I'm pleased that this book is as complete as it claims to be. Between the two volumes, the readers meets with every aspect of Aristotle's thought, including almost one hundred pages of fragments testimonies.
Unfortunately, I also have several complaints...
a) most of these translations are old - early 20th century old - and this doesn't always make it very easy to read them; they are, if you will, 'classic' translations, but I would have preferred to see Oxford hire a new team of translators to assemble and Aristotle fit for the new century
b) there is very, very little commentary - admittedly, here I compare the complete works of Aristotle to the complete works of Plato, published by Hackett. In Hackett's Plato, there are occasional footnotes to aid the reader's understanding of difficult passages. The Oxford Aristotle only notes paragraphs that were excised in the original translations, and, very, very occasional (10-20 times in the entire library) provides more substantial notes. There aren't even endnotes!
c) there are no introductions to give context to the works - again, I compare with Hackett's Plato. It would have been nice to hear the story behind works of disputed authorship, rather than simply placing a * or ** next to the title of the dialogue. It would also serve to consider how each work relates to the rest of Aristotle's corpus
d) the fragments are poorly arranged. I can see how certain fragments might not specifically reference a certain work, but the editors already arrange them according to the works they supposedly reference - what they don't do is formally divide them as such. Instead, they are placed into general categories.

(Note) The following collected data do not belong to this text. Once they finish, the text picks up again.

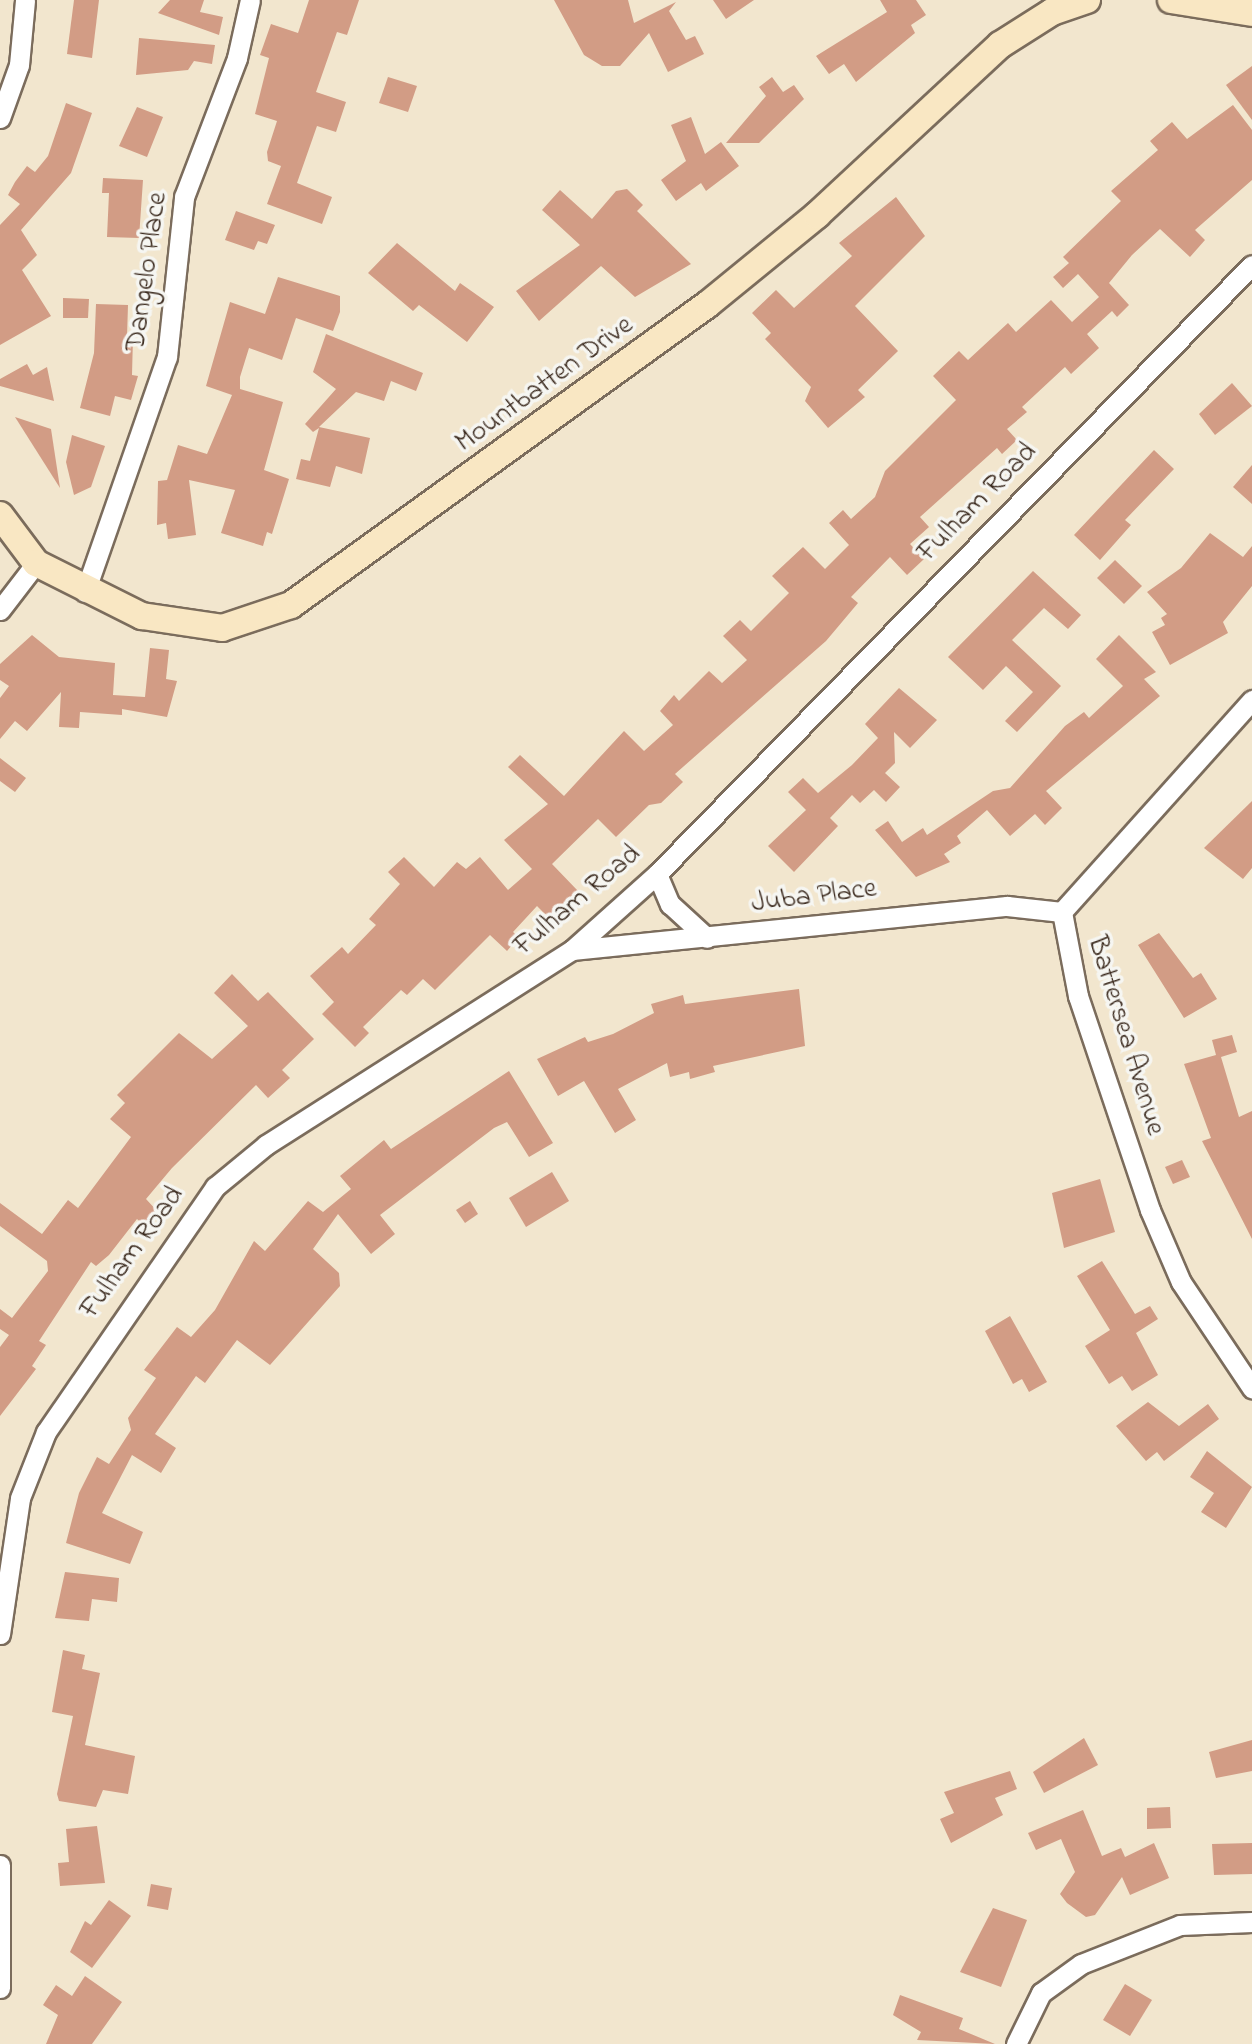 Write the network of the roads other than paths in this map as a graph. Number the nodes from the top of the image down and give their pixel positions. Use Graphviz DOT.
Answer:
graph roads {
  1 [pos="25,0"];
  2 [pos="250,0"];
  3 [pos="1087,0"];
  4 [pos="1171,0"];
  5 [pos="1252,13"];
  6 [pos="0,118"];
  7 [pos="1252,265"];
  8 [pos="0,514"];
  9 [pos="36,563"];
  10 [pos="85,592"];
  11 [pos="0,610"];
  12 [pos="1252,700"];
  13 [pos="657,874"];
  14 [pos="1062,912"];
  15 [pos="707,938"];
  16 [pos="572,950"];
  17 [pos="1252,1388"];
  18 [pos="0,1634"];
  19 [pos="0,1865"];
  20 [pos="1252,1923"];
  21 [pos="0,1988"];
  22 [pos="1016,2044"];
  1 -- 6 [label="street"];
  2 -- 10 [label="street, Dangelo Place"];
  3 -- 10 [label="main road, Mountbatten Drive"];
  4 -- 5 [label="main road"];
  7 -- 13 [label="street, Fulham Road"];
  8 -- 9 [label="main road, Mountbatten Drive"];
  9 -- 10 [label="main road, Mountbatten Drive"];
  9 -- 11 [label="street"];
  12 -- 14 [label="street, Battersea Avenue"];
  13 -- 15 [label="street"];
  13 -- 16 [label="street, Fulham Road"];
  14 -- 15 [label="street, Juba Place"];
  14 -- 17 [label="street, Battersea Avenue"];
  15 -- 16 [label="street, Juba Place"];
  16 -- 18 [label="street, Fulham Road"];
  19 -- 21 [label="street"];
  20 -- 22 [label="street"];
} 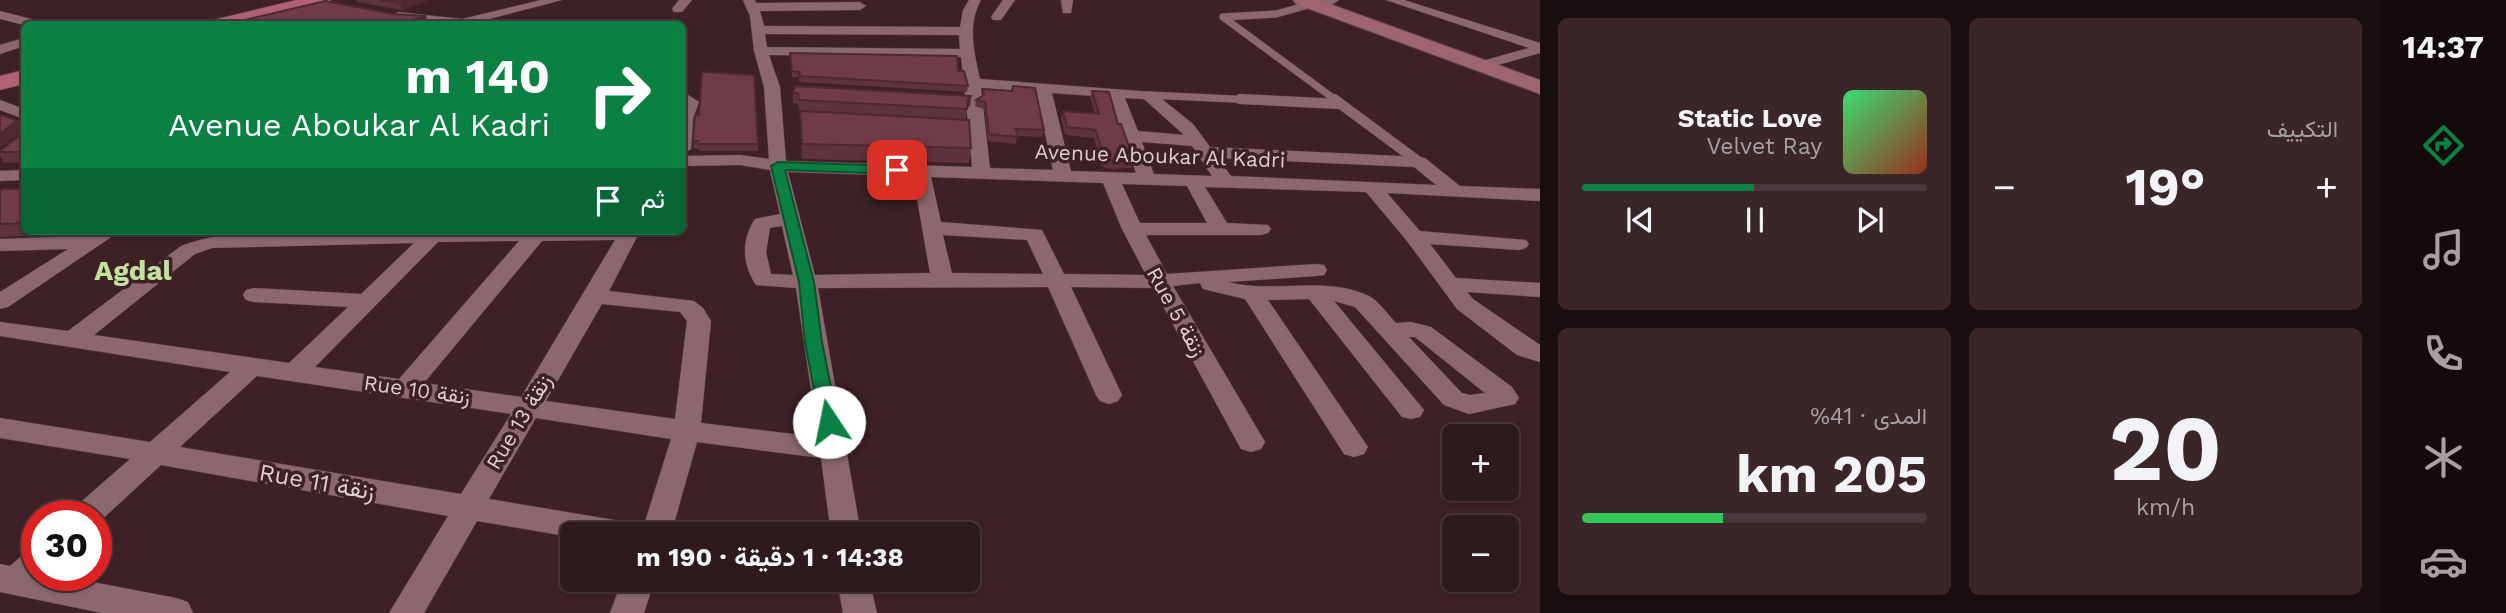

In summary, what I received from my 8-9 months of Oxford's Aristotle was an incomplete experience. I had hoped to see the best scholarship that money could buy, and instead I met with Jonathan Barne's 'hands-off' tendencies. I respect the idealism of leaving a work to speak for himself, but I also deeply appreciate the guidance of those who have read the Philosopher before me.
Would I buy these books again? Likely, no, I would instead go through the hassle of assembling all of Aristotle's work in smaller collections, finding editions of different works that feature introductions, footnotes and newer translations.